I searched everywhere...but there was no one for me but Frank, I only wish he could see it. But when he looks at me he sees plain old depressing Misery, when she cracks a smile mirrors break, when she sings she sounds like a screaming banshee. But apparently my banshee of a singing voice was exactly what Frank and Len needed, so I got to perform with them at Gloomapalooza which was absolutely amazing…except for Iris and *sigh* Matilda throwing themselves at the two guitarists on stage.
And if it don't come easily
One thing you must believe
You can always have trust in me
'Cause my heart will always be, yours honestly
I believed though, despite how sad I may appear…I have heart and I believed that one day Frank would realize that I loved him and that seeing him with Matilda was slowly tearing my heart apart. And one day I approached him on the tour bus, eyes downcast and teary as usual; he was slicking back his blue back hair and fiddling with his newly pierced bottom lip. "Hey Frank" I said quietly in my flat macabre voice.
"Hey Misery" Frank smiled lopsidedly then hissed in pain and twisted the ring in his swollen lip. "You ready for the next show?"
"Yeah" I said, letting my voice float to him airily "Frank" I sighed and pushed back my blanket of purple hair
"Mhmm?" Frank looked expectantly at me and I shut my eyes tightly for a moment
"How-How're you and Matilda?" I stalled, trying to figure out how to tell him my true feelings
Frank stared at me skeptically "Come on Mis, I know you didn't come back here to ask me about Tilda, I want the truth"
"I-I" *sigh* "I love you Frank and I've felt that way for such a long time" There I had finally spit it out, he wanted the truth, he got it. Flat out and in his face, like there was a sign studded with fluorescent lights that read 'Misery loves you' or that I was decked out in a t-shirt that said 'I heart Frank' across it…well maybe I'm over exaggerating a little but he got the point one way or another.
"O-oh" his lips fell open and he rubbed the back of his neck, his face had considerably reddened. He walked over so that we stood straight in front of eachother. He seized my shoulders, his eyes flickering with something; fire, excitement? "You've felt this way for a long time and never thought to tell me"
"I tried…but you would always change the conversation and then-then you got with Matilda" I sighed, another fat tear plopping down my so-pale-that-it-was-blue face.
"Oh" Frank sounded stunned "I never realized that I always changed the topic…and…Matilda" he sighed "I know she's bedded down every single male in Gloomsville, I-I don't really love her. I've always had feelings for someone else"

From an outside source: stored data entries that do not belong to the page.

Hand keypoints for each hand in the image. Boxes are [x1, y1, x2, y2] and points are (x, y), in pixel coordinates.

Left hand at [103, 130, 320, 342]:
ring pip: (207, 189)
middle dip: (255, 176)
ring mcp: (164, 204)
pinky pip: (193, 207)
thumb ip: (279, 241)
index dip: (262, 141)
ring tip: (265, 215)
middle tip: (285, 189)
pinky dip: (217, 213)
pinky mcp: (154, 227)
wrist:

"Oh" I said, what a surprise, he was in love with someone else, probably his brother's girlfriend Iris. "Who?"
Frank shook his head with a small smile "You Misery, you"
When he leaned down to kiss me I was still in shook, so at first I didn't kiss him back, but then I did. We kissed hard and long, his tongue trailed over my bottom lip, I opened my mouth allowing him entrance. He pushed me up against the mirror, one hand slipping up the back of my purple corset while the other cupped my thigh and played with the fabric of my black and white spider web lace skirt. I moaned into the kiss and my fingers dug into the back of Frank's neck.

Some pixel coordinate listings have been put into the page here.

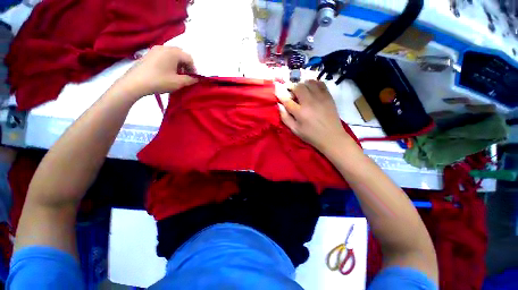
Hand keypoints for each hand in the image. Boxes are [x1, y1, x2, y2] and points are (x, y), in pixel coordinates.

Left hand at [116, 46, 197, 98]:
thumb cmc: (159, 81)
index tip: (193, 78)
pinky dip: (169, 63)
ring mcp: (155, 49)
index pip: (189, 58)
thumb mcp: (178, 83)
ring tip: (176, 75)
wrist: (135, 83)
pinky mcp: (149, 54)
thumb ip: (190, 79)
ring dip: (178, 64)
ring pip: (172, 55)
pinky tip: (167, 72)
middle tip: (185, 76)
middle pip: (181, 54)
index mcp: (173, 52)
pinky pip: (164, 56)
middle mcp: (164, 47)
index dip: (193, 69)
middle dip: (186, 65)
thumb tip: (196, 78)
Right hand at [277, 80, 351, 152]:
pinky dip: (313, 83)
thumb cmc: (311, 135)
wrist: (331, 136)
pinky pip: (320, 83)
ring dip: (302, 84)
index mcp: (300, 112)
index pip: (287, 99)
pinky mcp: (328, 96)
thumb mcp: (295, 130)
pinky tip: (311, 89)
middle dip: (291, 87)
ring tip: (300, 90)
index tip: (277, 90)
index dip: (280, 94)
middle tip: (290, 92)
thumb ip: (285, 117)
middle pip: (298, 87)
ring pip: (309, 82)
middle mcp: (309, 102)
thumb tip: (279, 105)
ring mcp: (320, 97)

"You guys" sighed Len "The show starts in five…" he stopped, seeing his twin brother and I lip locked leaning against the mirror. "Umm…I-I'll leave you to it"
Yeah! Love hurts you sometimes
Not so easy to find, no-oh
Searchin' everywhere, you turn and swear (Ahh-ahh-ahh)

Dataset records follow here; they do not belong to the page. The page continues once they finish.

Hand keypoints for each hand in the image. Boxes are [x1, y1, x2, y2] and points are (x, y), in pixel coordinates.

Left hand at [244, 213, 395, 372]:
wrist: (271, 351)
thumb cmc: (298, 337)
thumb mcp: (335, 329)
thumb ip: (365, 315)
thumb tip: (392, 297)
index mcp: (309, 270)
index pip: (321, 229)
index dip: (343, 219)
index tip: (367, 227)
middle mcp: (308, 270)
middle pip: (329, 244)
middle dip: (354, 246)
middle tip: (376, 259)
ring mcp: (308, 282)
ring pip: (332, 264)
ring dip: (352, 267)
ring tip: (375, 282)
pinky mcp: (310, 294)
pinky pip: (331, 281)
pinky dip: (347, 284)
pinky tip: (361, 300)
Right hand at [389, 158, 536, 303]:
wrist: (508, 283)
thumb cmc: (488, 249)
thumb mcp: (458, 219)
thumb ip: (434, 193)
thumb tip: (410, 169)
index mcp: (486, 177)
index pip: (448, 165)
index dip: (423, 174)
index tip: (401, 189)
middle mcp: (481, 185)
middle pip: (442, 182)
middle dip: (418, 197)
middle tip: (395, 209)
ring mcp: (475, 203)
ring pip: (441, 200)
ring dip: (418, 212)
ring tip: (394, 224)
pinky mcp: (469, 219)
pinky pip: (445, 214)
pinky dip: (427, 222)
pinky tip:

It's always been there, standin' there
Love hurts you sometimes
It's not yours; it's not mine, no-oh
Love is only to share
You turn and swear (Ahh-ahh-ahh) it's everywhere
Standin' there (Ahh-ahh)
'Cause it's always been there
I laughed and we continued kissing, suddenly there was a loud crack. I jumped up and the mirror came crashing to the floor
"Seven years of bad luck?" chuckled Frank
I just giggled and shook my head "No way, this is the best luck I've had in years"
"Come on" Frank took my hand in his "Shows gonna start"
Yes, love does hurt sometimes…but in the end it's always worth it.